» Assigned task:
Repeat the whole listing below exactly as it reads.

========

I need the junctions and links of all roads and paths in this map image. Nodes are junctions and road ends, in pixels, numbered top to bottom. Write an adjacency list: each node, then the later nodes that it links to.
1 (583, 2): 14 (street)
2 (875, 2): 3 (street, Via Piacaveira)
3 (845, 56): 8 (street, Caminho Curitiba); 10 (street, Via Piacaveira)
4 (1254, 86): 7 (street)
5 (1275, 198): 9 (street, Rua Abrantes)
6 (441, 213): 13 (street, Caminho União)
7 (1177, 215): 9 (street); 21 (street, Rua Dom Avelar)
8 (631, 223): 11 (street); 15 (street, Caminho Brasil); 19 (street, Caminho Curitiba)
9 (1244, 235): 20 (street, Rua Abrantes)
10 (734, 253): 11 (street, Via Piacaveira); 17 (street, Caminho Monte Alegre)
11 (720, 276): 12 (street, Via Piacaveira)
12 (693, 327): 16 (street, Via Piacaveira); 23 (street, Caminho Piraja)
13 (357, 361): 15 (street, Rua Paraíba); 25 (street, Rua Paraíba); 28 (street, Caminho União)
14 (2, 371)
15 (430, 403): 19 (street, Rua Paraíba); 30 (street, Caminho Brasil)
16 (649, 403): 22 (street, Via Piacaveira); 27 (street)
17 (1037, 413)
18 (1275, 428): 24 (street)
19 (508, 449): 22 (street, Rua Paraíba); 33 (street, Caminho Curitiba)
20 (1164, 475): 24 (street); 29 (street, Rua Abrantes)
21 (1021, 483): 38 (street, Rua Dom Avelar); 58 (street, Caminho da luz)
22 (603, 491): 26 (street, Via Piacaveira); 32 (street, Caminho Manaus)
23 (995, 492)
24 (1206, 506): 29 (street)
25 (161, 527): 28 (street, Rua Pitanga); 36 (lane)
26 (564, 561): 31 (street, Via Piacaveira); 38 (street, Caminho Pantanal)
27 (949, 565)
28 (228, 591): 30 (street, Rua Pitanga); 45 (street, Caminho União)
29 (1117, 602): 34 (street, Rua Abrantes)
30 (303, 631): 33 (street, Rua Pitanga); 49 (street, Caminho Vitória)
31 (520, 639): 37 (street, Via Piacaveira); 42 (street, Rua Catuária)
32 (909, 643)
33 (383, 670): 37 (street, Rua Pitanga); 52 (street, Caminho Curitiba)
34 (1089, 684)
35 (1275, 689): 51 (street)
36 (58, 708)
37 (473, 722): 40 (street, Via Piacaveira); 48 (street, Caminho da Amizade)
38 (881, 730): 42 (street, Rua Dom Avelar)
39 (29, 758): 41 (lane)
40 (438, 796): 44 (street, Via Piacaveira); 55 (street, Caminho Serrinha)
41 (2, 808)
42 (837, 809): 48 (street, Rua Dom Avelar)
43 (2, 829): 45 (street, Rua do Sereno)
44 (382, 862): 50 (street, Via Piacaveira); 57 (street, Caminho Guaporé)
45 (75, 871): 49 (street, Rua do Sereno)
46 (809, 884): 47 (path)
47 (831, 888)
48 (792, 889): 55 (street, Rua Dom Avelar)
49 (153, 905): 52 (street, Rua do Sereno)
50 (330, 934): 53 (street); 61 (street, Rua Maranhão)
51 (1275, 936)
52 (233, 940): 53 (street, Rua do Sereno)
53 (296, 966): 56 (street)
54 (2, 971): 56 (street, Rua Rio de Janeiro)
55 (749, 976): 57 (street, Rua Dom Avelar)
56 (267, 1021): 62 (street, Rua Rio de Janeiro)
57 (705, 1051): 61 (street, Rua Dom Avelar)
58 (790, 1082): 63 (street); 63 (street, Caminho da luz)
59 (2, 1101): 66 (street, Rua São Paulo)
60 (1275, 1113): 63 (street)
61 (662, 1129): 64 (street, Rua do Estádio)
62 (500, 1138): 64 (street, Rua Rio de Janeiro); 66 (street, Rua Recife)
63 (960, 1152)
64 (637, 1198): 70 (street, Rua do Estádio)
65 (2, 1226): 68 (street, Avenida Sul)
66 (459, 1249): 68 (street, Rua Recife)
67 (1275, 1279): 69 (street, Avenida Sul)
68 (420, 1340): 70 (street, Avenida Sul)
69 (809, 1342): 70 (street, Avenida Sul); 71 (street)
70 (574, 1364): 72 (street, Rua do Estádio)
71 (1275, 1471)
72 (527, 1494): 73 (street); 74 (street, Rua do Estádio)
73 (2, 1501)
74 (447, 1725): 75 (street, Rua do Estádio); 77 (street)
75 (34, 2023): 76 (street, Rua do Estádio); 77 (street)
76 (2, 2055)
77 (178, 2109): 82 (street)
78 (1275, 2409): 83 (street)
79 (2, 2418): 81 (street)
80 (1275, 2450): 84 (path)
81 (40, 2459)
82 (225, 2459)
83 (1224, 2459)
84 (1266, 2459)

========

» Your solution:
I need the junctions and links of all roads and paths in this map image. Nodes are junctions and road ends, in pixels, numbered top to bottom. Write an adjacency list: each node, then the later nodes that it links to.
1 (583, 2): 14 (street)
2 (875, 2): 3 (street, Via Piacaveira)
3 (845, 56): 8 (street, Caminho Curitiba); 10 (street, Via Piacaveira)
4 (1254, 86): 7 (street)
5 (1275, 198): 9 (street, Rua Abrantes)
6 (441, 213): 13 (street, Caminho União)
7 (1177, 215): 9 (street); 21 (street, Rua Dom Avelar)
8 (631, 223): 11 (street); 15 (street, Caminho Brasil); 19 (street, Caminho Curitiba)
9 (1244, 235): 20 (street, Rua Abrantes)
10 (734, 253): 11 (street, Via Piacaveira); 17 (street, Caminho Monte Alegre)
11 (720, 276): 12 (street, Via Piacaveira)
12 (693, 327): 16 (street, Via Piacaveira); 23 (street, Caminho Piraja)
13 (357, 361): 15 (street, Rua Paraíba); 25 (street, Rua Paraíba); 28 (street, Caminho União)
14 (2, 371)
15 (430, 403): 19 (street, Rua Paraíba); 30 (street, Caminho Brasil)
16 (649, 403): 22 (street, Via Piacaveira); 27 (street)
17 (1037, 413)
18 (1275, 428): 24 (street)
19 (508, 449): 22 (street, Rua Paraíba); 33 (street, Caminho Curitiba)
20 (1164, 475): 24 (street); 29 (street, Rua Abrantes)
21 (1021, 483): 38 (street, Rua Dom Avelar); 58 (street, Caminho da luz)
22 (603, 491): 26 (street, Via Piacaveira); 32 (street, Caminho Manaus)
23 (995, 492)
24 (1206, 506): 29 (street)
25 (161, 527): 28 (street, Rua Pitanga); 36 (lane)
26 (564, 561): 31 (street, Via Piacaveira); 38 (street, Caminho Pantanal)
27 (949, 565)
28 (228, 591): 30 (street, Rua Pitanga); 45 (street, Caminho União)
29 (1117, 602): 34 (street, Rua Abrantes)
30 (303, 631): 33 (street, Rua Pitanga); 49 (street, Caminho Vitória)
31 (520, 639): 37 (street, Via Piacaveira); 42 (street, Rua Catuária)
32 (909, 643)
33 (383, 670): 37 (street, Rua Pitanga); 52 (street, Caminho Curitiba)
34 (1089, 684)
35 (1275, 689): 51 (street)
36 (58, 708)
37 (473, 722): 40 (street, Via Piacaveira); 48 (street, Caminho da Amizade)
38 (881, 730): 42 (street, Rua Dom Avelar)
39 (29, 758): 41 (lane)
40 (438, 796): 44 (street, Via Piacaveira); 55 (street, Caminho Serrinha)
41 (2, 808)
42 (837, 809): 48 (street, Rua Dom Avelar)
43 (2, 829): 45 (street, Rua do Sereno)
44 (382, 862): 50 (street, Via Piacaveira); 57 (street, Caminho Guaporé)
45 (75, 871): 49 (street, Rua do Sereno)
46 (809, 884): 47 (path)
47 (831, 888)
48 (792, 889): 55 (street, Rua Dom Avelar)
49 (153, 905): 52 (street, Rua do Sereno)
50 (330, 934): 53 (street); 61 (street, Rua Maranhão)
51 (1275, 936)
52 (233, 940): 53 (street, Rua do Sereno)
53 (296, 966): 56 (street)
54 (2, 971): 56 (street, Rua Rio de Janeiro)
55 (749, 976): 57 (street, Rua Dom Avelar)
56 (267, 1021): 62 (street, Rua Rio de Janeiro)
57 (705, 1051): 61 (street, Rua Dom Avelar)
58 (790, 1082): 63 (street); 63 (street, Caminho da luz)
59 (2, 1101): 66 (street, Rua São Paulo)
60 (1275, 1113): 63 (street)
61 (662, 1129): 64 (street, Rua do Estádio)
62 (500, 1138): 64 (street, Rua Rio de Janeiro); 66 (street, Rua Recife)
63 (960, 1152)
64 (637, 1198): 70 (street, Rua do Estádio)
65 (2, 1226): 68 (street, Avenida Sul)
66 (459, 1249): 68 (street, Rua Recife)
67 (1275, 1279): 69 (street, Avenida Sul)
68 (420, 1340): 70 (street, Avenida Sul)
69 (809, 1342): 70 (street, Avenida Sul); 71 (street)
70 (574, 1364): 72 (street, Rua do Estádio)
71 (1275, 1471)
72 (527, 1494): 73 (street); 74 (street, Rua do Estádio)
73 (2, 1501)
74 (447, 1725): 75 (street, Rua do Estádio); 77 (street)
75 (34, 2023): 76 (street, Rua do Estádio); 77 (street)
76 (2, 2055)
77 (178, 2109): 82 (street)
78 (1275, 2409): 83 (street)
79 (2, 2418): 81 (street)
80 (1275, 2450): 84 (path)
81 (40, 2459)
82 (225, 2459)
83 (1224, 2459)
84 (1266, 2459)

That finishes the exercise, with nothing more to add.